Too bad Roberts wrote that opinion before he had a chance to see this election. If he had waited, he would know that current conditions are much like past conditions. Racism persists. Bigotry is rampant, and millions of Americans remain fiercely attached to the notion that blacks are inherently inferior, innately criminal and unworthy of having free and fair access to voting.
I believe that attitude has always been present in America, lying dormant like kindling awaiting a match. In 2008, it was ignited by the election of the first black president. It smoldered during his eight years in office, and it grew to a roaring fire when the bigoted rhetoric of Donald Trump tore through the presidential campaign.

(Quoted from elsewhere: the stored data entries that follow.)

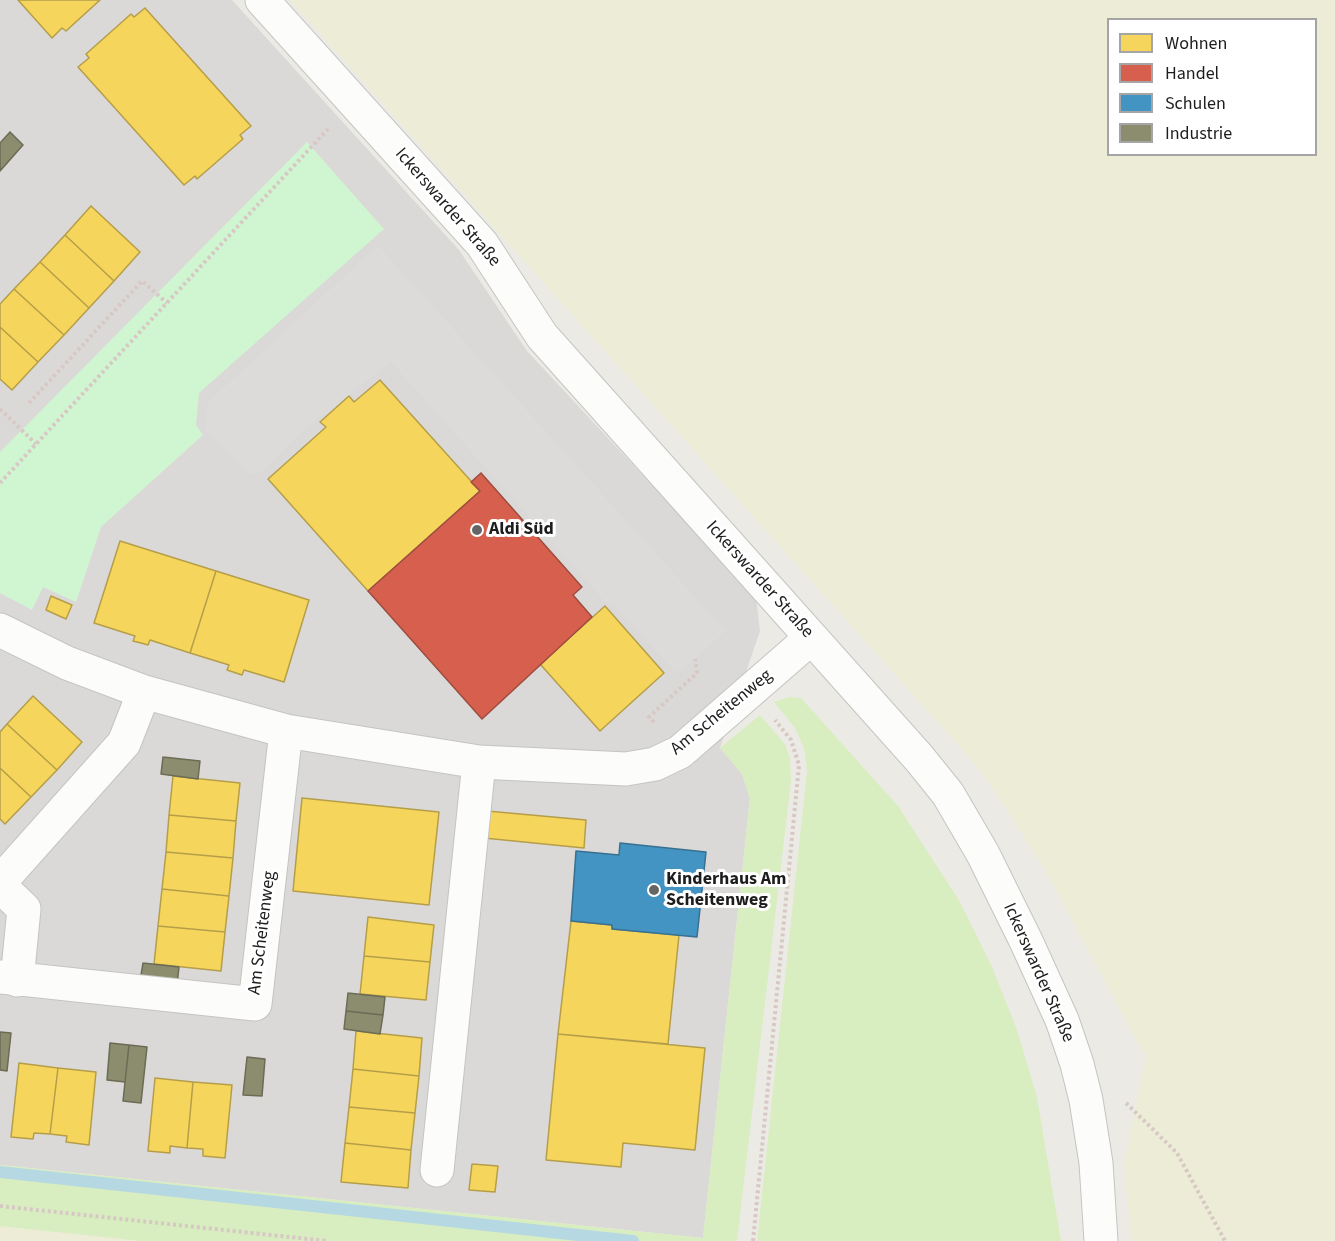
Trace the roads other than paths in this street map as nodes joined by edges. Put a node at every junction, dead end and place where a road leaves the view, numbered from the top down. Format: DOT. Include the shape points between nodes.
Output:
graph roads {
  1 [pos="262,0"];
  2 [pos="0,630"];
  3 [pos="811,638"];
  4 [pos="144,692"];
  5 [pos="286,731"];
  6 [pos="479,762"];
  7 [pos="0,884"];
  8 [pos="8,978"];
  9 [pos="437,1170"];
  10 [pos="1101,1241"];
  1 -- 3 [label="street, Ickerswarder Straße" via="482,244 542,336"];
  2 -- 4 [label="street, Am Scheitenweg" via="67,663"];
  3 -- 6 [label="street, Am Scheitenweg" via="680,752 655,764 602,769"];
  3 -- 10 [label="street, Ickerswarder Straße" via="919,758 983,854 1062,1020 1086,1100 1096,1163"];
  4 -- 5 [label="street, Am Scheitenweg"];
  4 -- 7 [label="street, Am Scheitenweg" via="124,743"];
  5 -- 6 [label="street, Am Scheitenweg"];
  5 -- 8 [label="street, Am Scheitenweg" via="255,1004"];
  6 -- 9 [label="street"];
  7 -- 8 [label="street, Am Scheitenweg" via="24,909"];
}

We saw it when Trump encouraged his followers to beat protesters who dared to utter the words “Black Lives Matter” during his rallies.

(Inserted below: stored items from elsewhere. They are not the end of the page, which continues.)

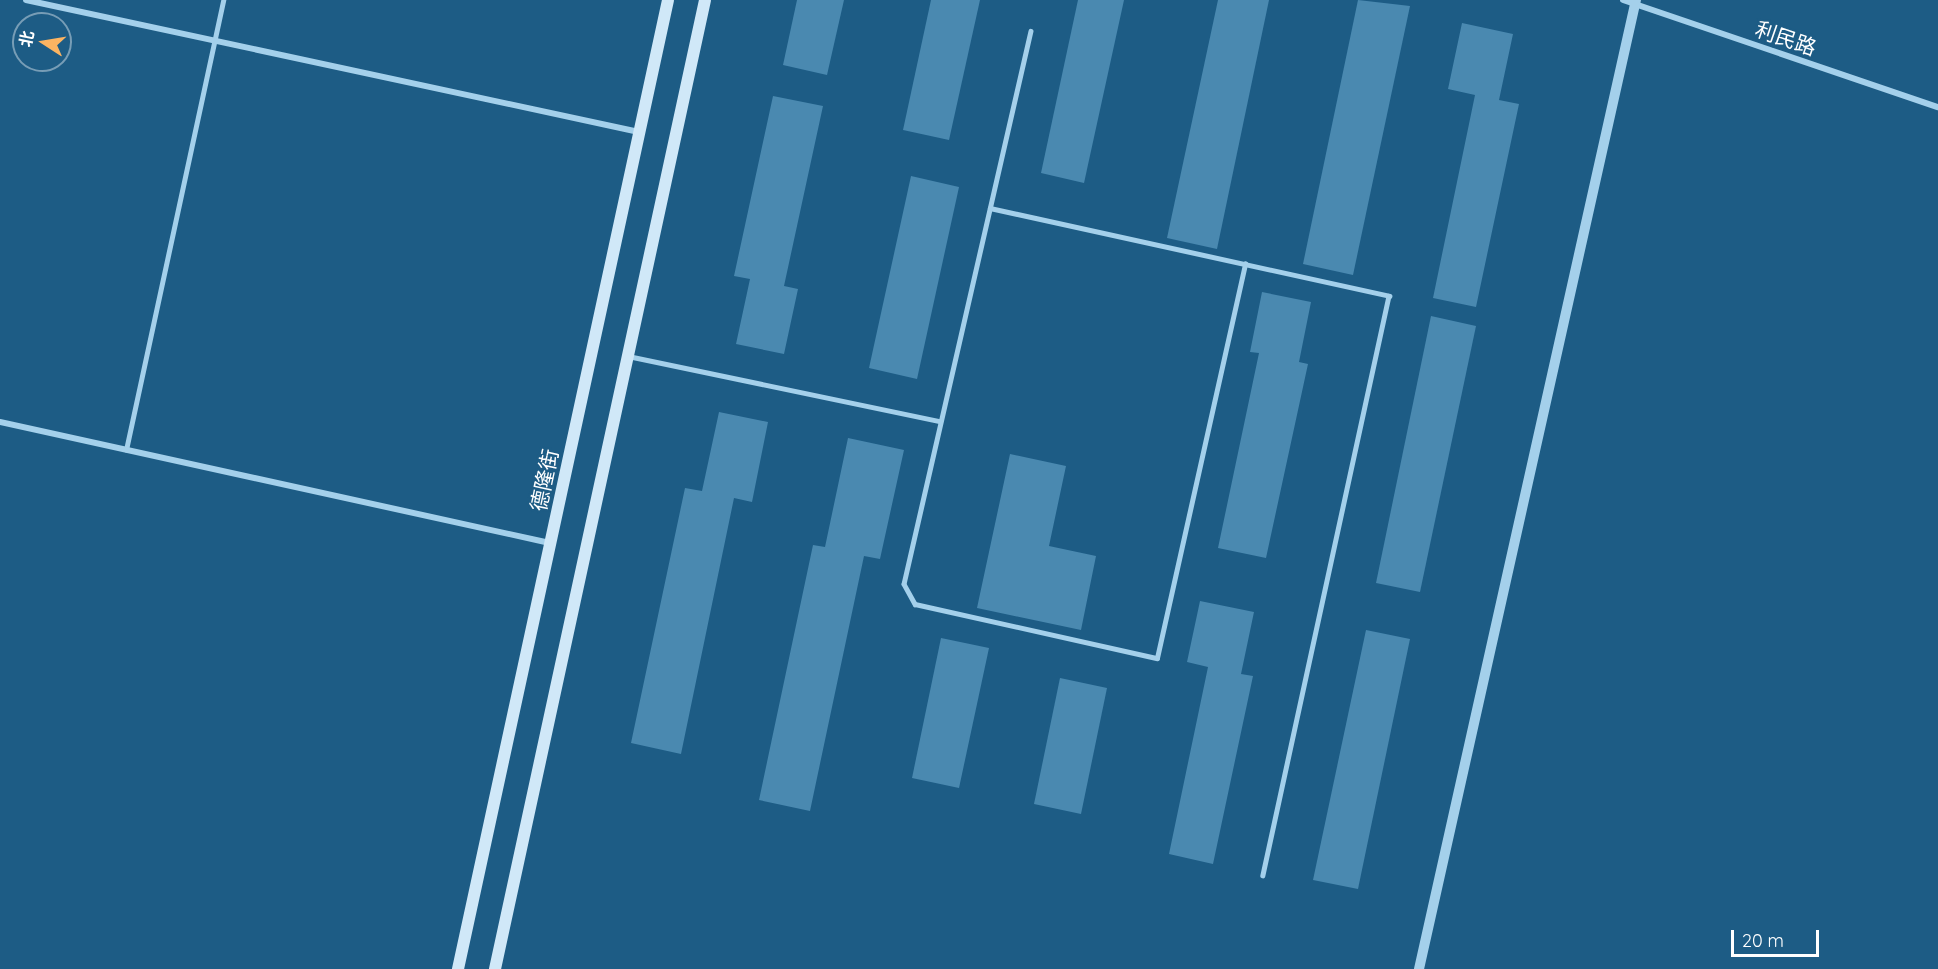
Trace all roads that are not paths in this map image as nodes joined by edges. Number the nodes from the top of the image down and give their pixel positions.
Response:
1 (27, 0) edge
2 (224, 0) edge
3 (668, 0) edge
4 (705, 0) edge
5 (1623, 0) edge
6 (1636, 2) edge
7 (1031, 31) dead end
8 (215, 40) junction
9 (1938, 107) edge
10 (639, 132) junction
11 (990, 208) junction
12 (1245, 264) junction
13 (628, 356) junction
14 (940, 421) junction
15 (0, 422) edge
16 (126, 450) junction
17 (550, 543) junction
18 (1263, 875) dead end
19 (458, 969) edge
20 (495, 969) edge
21 (1419, 969) edge

1 - 8 street
2 - 8 lane
3 - 10 main road, 德隆街
4 - 13 main road
5 - 6 street, 利民路
6 - 9 street, 利民路
6 - 21 street
7 - 11 lane
8 - 10 street
8 - 16 lane
10 - 17 main road, 德隆街
11 - 12 lane
11 - 14 lane
12 - 14 lane
12 - 18 lane
13 - 14 lane
13 - 20 main road
15 - 16 street
16 - 17 street
17 - 19 main road, 德隆街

We saw it when Trump spent most of his campaign holding on to the racist lie that President Obama was a Muslim born in Kenya.
We saw it when Trump told blacks that we should vote for him because we live in hellish environments, do not have jobs, go to bad schools and dodge bullets when we leave our homes.

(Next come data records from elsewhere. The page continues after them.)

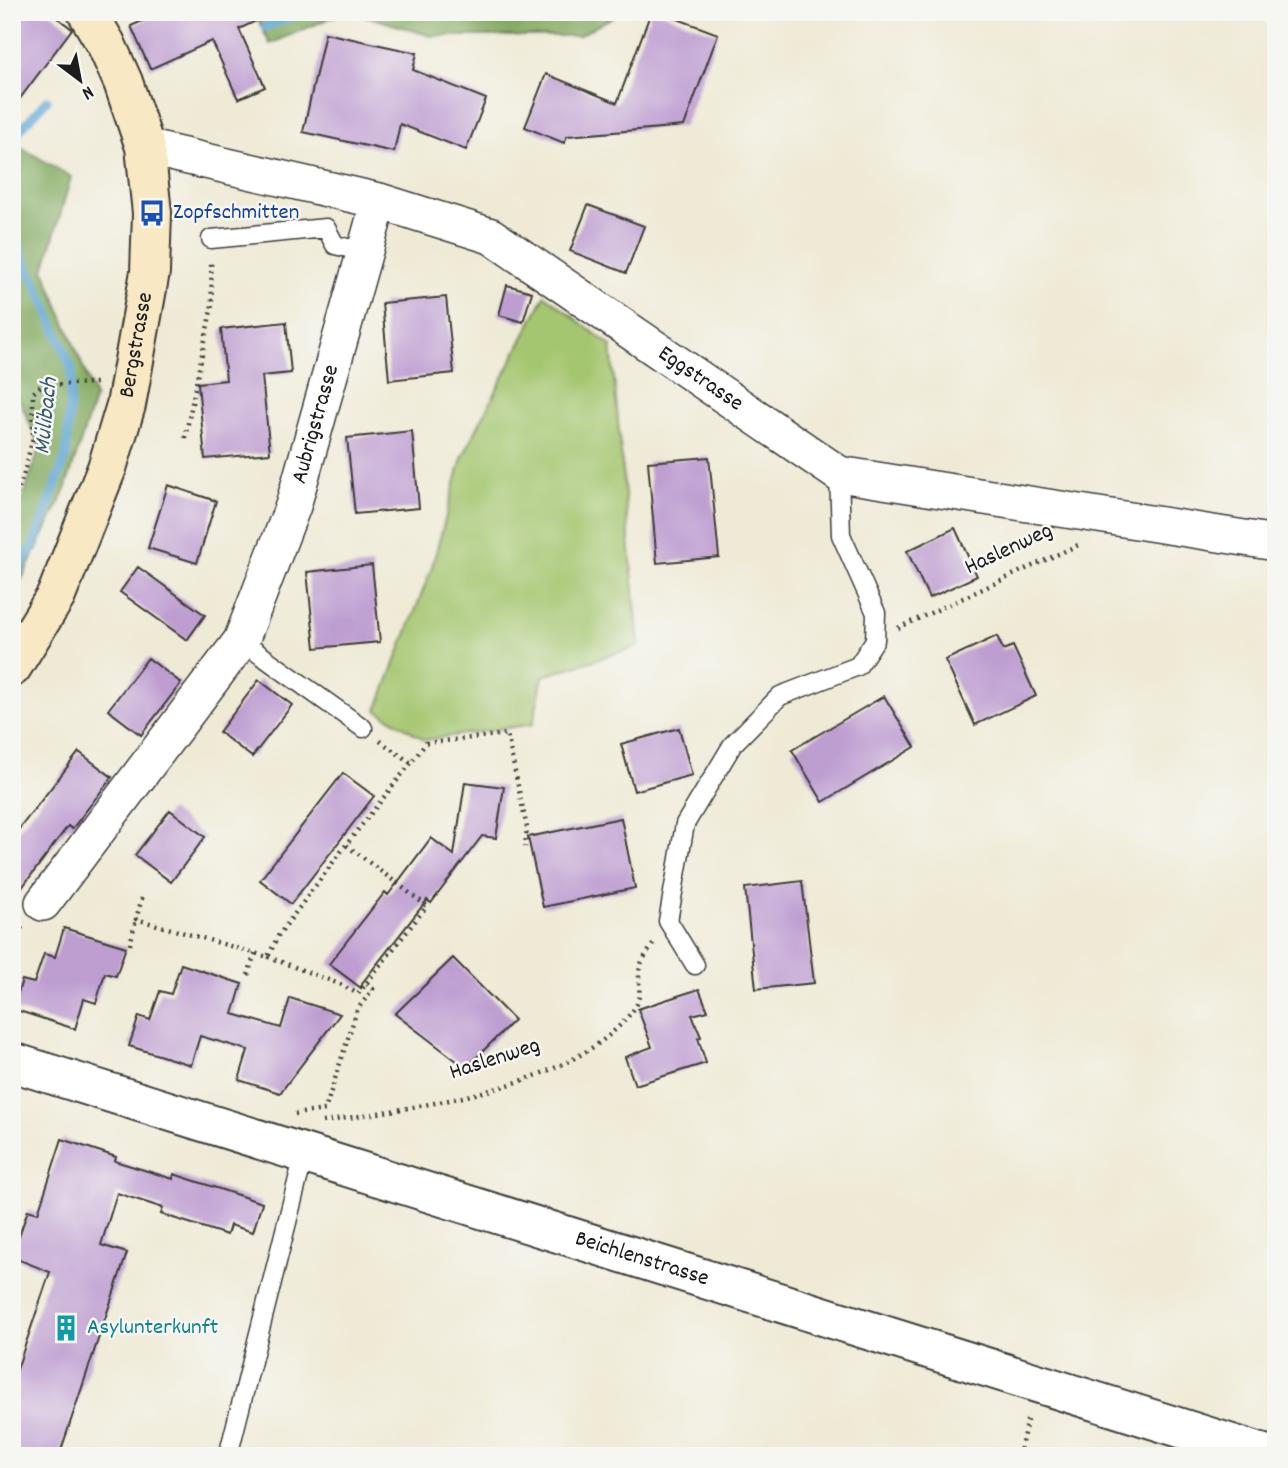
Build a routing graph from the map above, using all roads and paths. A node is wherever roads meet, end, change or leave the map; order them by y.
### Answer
1 (87, 12) edge
2 (145, 146) junction
3 (379, 201) junction
4 (211, 239) joint
5 (365, 252) junction
6 (92, 384) dead end
7 (185, 438) dead end
8 (839, 474) junction
9 (13, 504) edge
10 (1110, 517) junction
11 (1276, 543) edge
12 (921, 617) dead end
13 (241, 641) junction
14 (12, 667) edge
15 (363, 729) joint
16 (411, 763) junction
17 (346, 845) junction
18 (525, 847) dead end
19 (142, 898) dead end
20 (43, 903) dead end
21 (136, 919) junction
22 (668, 921) junction
23 (130, 945) dead end
24 (255, 953) junction
25 (268, 957) junction
26 (695, 965) dead end
27 (248, 975) dead end
28 (367, 984) junction
29 (12, 1062) edge
30 (286, 1115) dead end
31 (310, 1139) junction
32 (1036, 1382) junction
33 (228, 1456) edge
34 (1018, 1456) edge
35 (1270, 1456) edge

1 - 2 main road, Bergstrasse
2 - 3 street, Eggstrasse
2 - 14 main road, Bergstrasse
3 - 5 street, Aubrigstrasse
3 - 8 street, Eggstrasse
4 - 5 lane
4 - 7 path
5 - 13 street, Aubrigstrasse
6 - 9 path
8 - 10 street, Eggstrasse
8 - 22 lane
10 - 11 street, Eggstrasse
10 - 12 path, Haslenweg
13 - 15 lane
13 - 20 street, Aubrigstrasse
15 - 16 path
16 - 17 path
16 - 18 path
17 - 25 path
17 - 28 path
19 - 21 path
21 - 23 path
21 - 24 path
22 - 26 lane
22 - 31 path, Haslenweg
24 - 25 path
24 - 27 path
25 - 28 path
28 - 30 path
29 - 31 street, Beichlenstrasse
31 - 32 street, Beichlenstrasse
31 - 33 lane
32 - 34 path
32 - 35 street, Beichlenstrasse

But the cartoonish, stereotypical and racist notions that Trump advanced about blacks during this campaign were not the worst of his utterances. Trump’s intimation that blacks in cities such as Philadelphia were preparing to steal the election through massive voter fraud was, in my view, the most damaging thing he said.
The accusations began in August, when Trump addressed a largely white crowd in Altoona, Pa., telling the people he’d “heard some stories about certain parts of the state, and we have to be very careful.”
“Maybe you should go down and volunteer or do something,” Trump said while complaining about the absence of a voter ID law in Pennsylvania.
“We have a lot of law-enforcement people working that day,” he said. “We’re hiring a lot of people. We’re putting a lot of law enforcement — we’re going to watch Pennsylvania, go down to certain areas and watch and study, and make sure other people don’t come in and vote five times.”
That day, Trump pitted American voters against one another. He divided us by region and by race, by party and by politics, by skin color and by culture.
We saw the affects of those divisions on Election Day, as black voters went to the polls in Philadelphia with an angry resolve, determined that we would not be disenfranchised again. We saw the tension as white poll watchers came into our communities — not with a roar, as many had predicted, but with a whimper. We saw the bitterness of Trump voters who wanted desperately to return us to a time when minority groups had fewer rights.
In short, we saw an election that ripped our country apart. Not only because Trump told us that undocumented Mexican immigrants are criminals and rapists, that Muslims should be banned from entering the country, that refugees are would-be terrorists and that bragging of sexual assault is locker-room talk. No, our country was ripped apart because in this election, we watched Trump’s example. As a result, too many of us came to believe ours was the only viewpoint that mattered.
If we are to come together in the wake of this mess, we must reach the point where every party can be heard, where every viewpoint can be weighed and where every decision is made for the good of all of us.
Our new president-elect will have to make that happen.
That’s the hard part. And today, it begins.
• Solomon Jones is a columnist for the Philadelphia Daily News.